Meghan Markle just had a huge breakthrough in her lawsuit against Associated Newspapers, the company that publishes both The Daily Mail and The Mail on Sunday. The U.K. tabloids published a handwritten letter that Markle wrote to her father in 2019, after her wedding into the royal family. According to a report by PEOPLE, a judge has now ruled that Associated Newspapers must pay 90 percent of Markle's legal expenses.
The British judge ordered Associated Newspapers to pay $625,000 worth of Markle's legal costs on Tuesday, as part of a wider ruling that the company must pay 90 percent of her legal expenses. The estimated total of the court battle is $1.88 million for Markle, spelling bad news for the company.
Markle is reportedly suing Associated Newspapers for privacy and copyright infringement, mostly over the re-printing of the letter she sent to Thomas Markle in February of 2019. The letter concerned her marriage to Prince Harry in May of 2018, and Thomas' absence from the wedding.

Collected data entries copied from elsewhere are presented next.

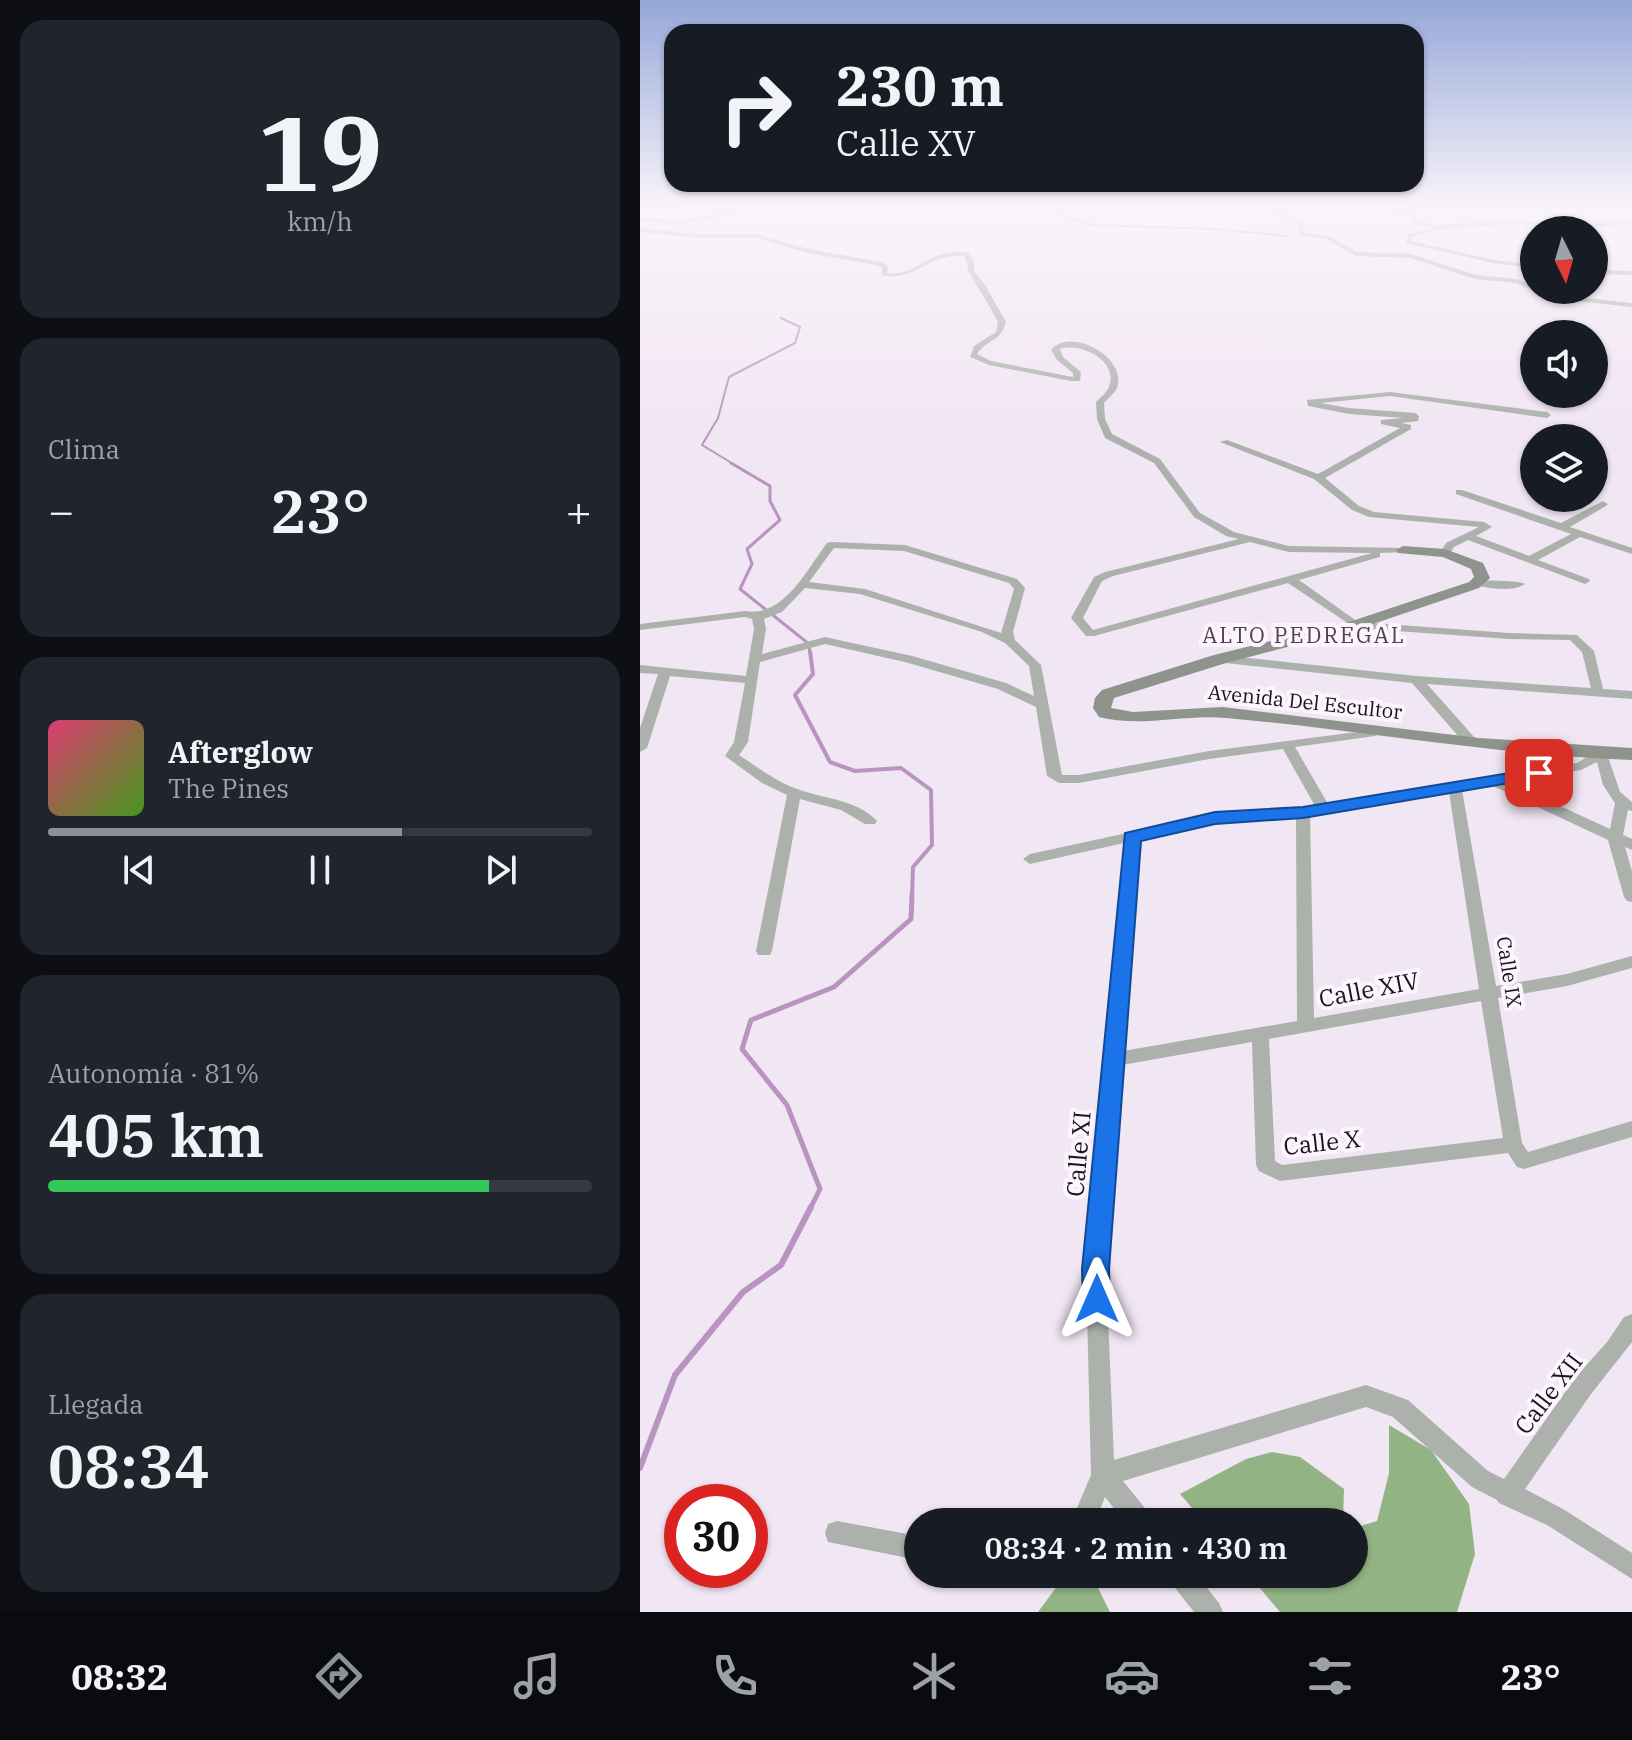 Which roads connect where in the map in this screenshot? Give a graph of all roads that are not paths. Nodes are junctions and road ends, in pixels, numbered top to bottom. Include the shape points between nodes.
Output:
1 (978, 280) edge
2 (1608, 302) edge
3 (1632, 305) edge
4 (1547, 415) dead end
5 (1224, 442) dead end
6 (1319, 477) junction
7 (1459, 492) dead end
8 (1589, 512) edge
9 (1562, 527) junction
10 (1578, 534) junction
11 (1469, 537) junction
12 (1250, 540) junction
13 (1409, 551) junction
14 (1632, 551) edge
15 (1445, 553) junction
16 (1531, 559) junction
17 (1292, 580) junction
18 (1585, 581) dead end
19 (1477, 583) junction
20 (802, 584) junction
21 (1520, 584) dead end
22 (760, 618) junction
23 (1355, 625) junction
24 (640, 627) edge
25 (1009, 641) junction
26 (1220, 659) junction
27 (755, 660) junction
28 (640, 669) edge
29 (665, 671) junction
30 (753, 680) junction
31 (1416, 680) junction
32 (1598, 693) junction
33 (1632, 695) edge
34 (1040, 704) junction
35 (1375, 732) junction
36 (1470, 741) junction
37 (1287, 744) junction
38 (640, 748) edge
39 (1601, 754) junction
40 (1632, 754) edge
41 (1492, 780) junction
42 (1455, 787) junction
43 (794, 793) junction
44 (1627, 805) edge
45 (1323, 808) junction
46 (1303, 812) junction
47 (870, 821) dead end
48 (1132, 837) junction
49 (1615, 838) junction
50 (1632, 845) edge
51 (1030, 859) dead end
52 (1632, 897) edge
53 (764, 951) dead end
54 (1632, 962) edge
55 (1490, 991) junction
56 (1306, 1026) junction
57 (1260, 1036) junction
58 (1113, 1060) junction
59 (1632, 1129) edge
60 (1519, 1153) junction
61 (1632, 1324) edge
62 (1103, 1475) junction
63 (1507, 1495) junction
64 (1089, 1508) edge
65 (1129, 1508) edge
66 (837, 1533) dead end
67 (904, 1545) edge
68 (1632, 1567) edge
69 (1191, 1588) edge
70 (1210, 1612) edge

1 - 12 street via 1002,322 999,333 973,355 1071,379 1077,379 1077,372 1060,358 1057,347 1075,343 1101,356 1114,377 1100,402 1108,436 1157,461 1203,520
2 - 3 street
4 - 6 street via 1390,394 1310,402 1415,416 1384,422 1408,427
5 - 6 street
6 - 11 street via 1363,513 1431,522 1475,521 1487,527
7 - 9 street
8 - 9 street
9 - 10 street
10 - 14 street
10 - 16 street
11 - 15 street
11 - 16 street
12 - 13 street via 1289,549
12 - 17 street via 1109,574 1098,579 1077,618 1090,634
13 - 15 street
13 - 17 street via 1381,553
15 - 19 street via 1478,566 1482,575
16 - 18 street
17 - 23 street
19 - 21 street
19 - 23 street, Avenida Del Escultor
20 - 22 street via 776,612
20 - 25 street via 861,591
20 - 25 street via 831,545 890,546 935,556 1013,581 1020,588
22 - 24 street via 745,614
22 - 27 street
23 - 26 street, Avenida Del Escultor
23 - 32 street via 1573,637 1588,651
25 - 34 street via 1035,665
26 - 31 street
26 - 35 street, Avenida Del Escultor via 1108,694 1102,708 1120,717 1221,712
27 - 30 street
27 - 34 street via 825,640 1002,686
28 - 29 street
29 - 30 street
29 - 38 street
30 - 43 street via 741,742 732,756
31 - 32 street
31 - 36 street
32 - 33 street
34 - 37 street via 1054,776 1059,779
35 - 36 street, Avenida Del Escultor
35 - 37 street
36 - 39 street, Avenida Del Escultor
37 - 45 street
39 - 40 street, Avenida Del Escultor
39 - 41 street via 1581,766
39 - 44 street via 1611,792
41 - 42 street
41 - 49 street
42 - 45 street
42 - 55 street, Calle IX
43 - 47 street via 827,800
43 - 53 street
44 - 49 street
45 - 46 street
46 - 48 street via 1215,818
46 - 56 street
48 - 51 street
48 - 58 street, Calle XI
49 - 50 street
49 - 52 street
54 - 55 street, Calle XIV via 1567,980
55 - 56 street, Calle XIV
55 - 60 street, Calle IX
56 - 57 street, Calle XIV
57 - 58 street, Calle XIV
57 - 60 street, Calle X via 1265,1156 1272,1171
58 - 62 street, Calle XI via 1096,1269
59 - 60 street
61 - 63 street, Calle XII
62 - 63 street via 1366,1396 1400,1408 1480,1479
62 - 64 street
62 - 65 street
63 - 68 street via 1555,1517
66 - 67 street
69 - 70 street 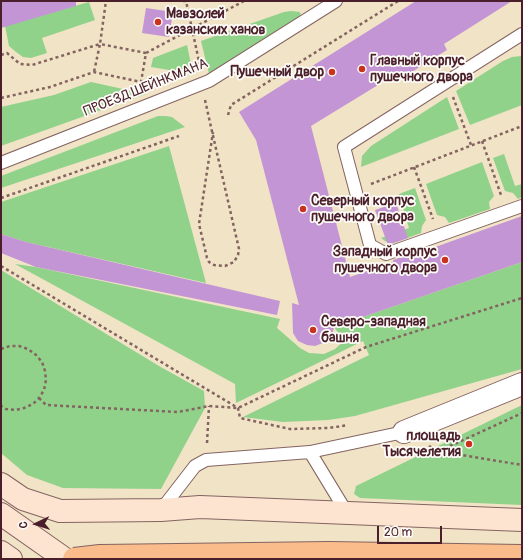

Last month, Judge Mark Warby ruled that publishing the letter was "manifestly excessive and hence unlawful," adding: "It was, in short, a personal and private letter." The court described Tuesday's $625,000 legal fee as an "interim payment" to Markle as the court battle rages on. When the legal fees are tallied, the paper could owe her more than double that.
Warby said that he selected the number "to reflect what I consider the likely costs reasonably incurred." He acknowledged that it was "rough and ready," but thought that it was as "generous" a payment as Markle could expect right now judging by what is "genuinely recoverable" from Associated Newspapers. Markle's court filings showed that she hoped for $1.04 million as an interim payment.
Still, the case between Markle and the company is not over. She has reportedly requested a formal apology from the company on the front page of the Mail on Sunday and on at the top of Mail Online. She also asked the judge to order Associated Newspapers to surrender or destroy any copies it still has of the letter she sent to her father.
In addition, Warby is still determining the real "copyright owner" of the letter. He ruled that Associated Newspapers infringed on that copyright but still believes that Markle might only be a partial owner of it if anyone helped to write or edit the letter.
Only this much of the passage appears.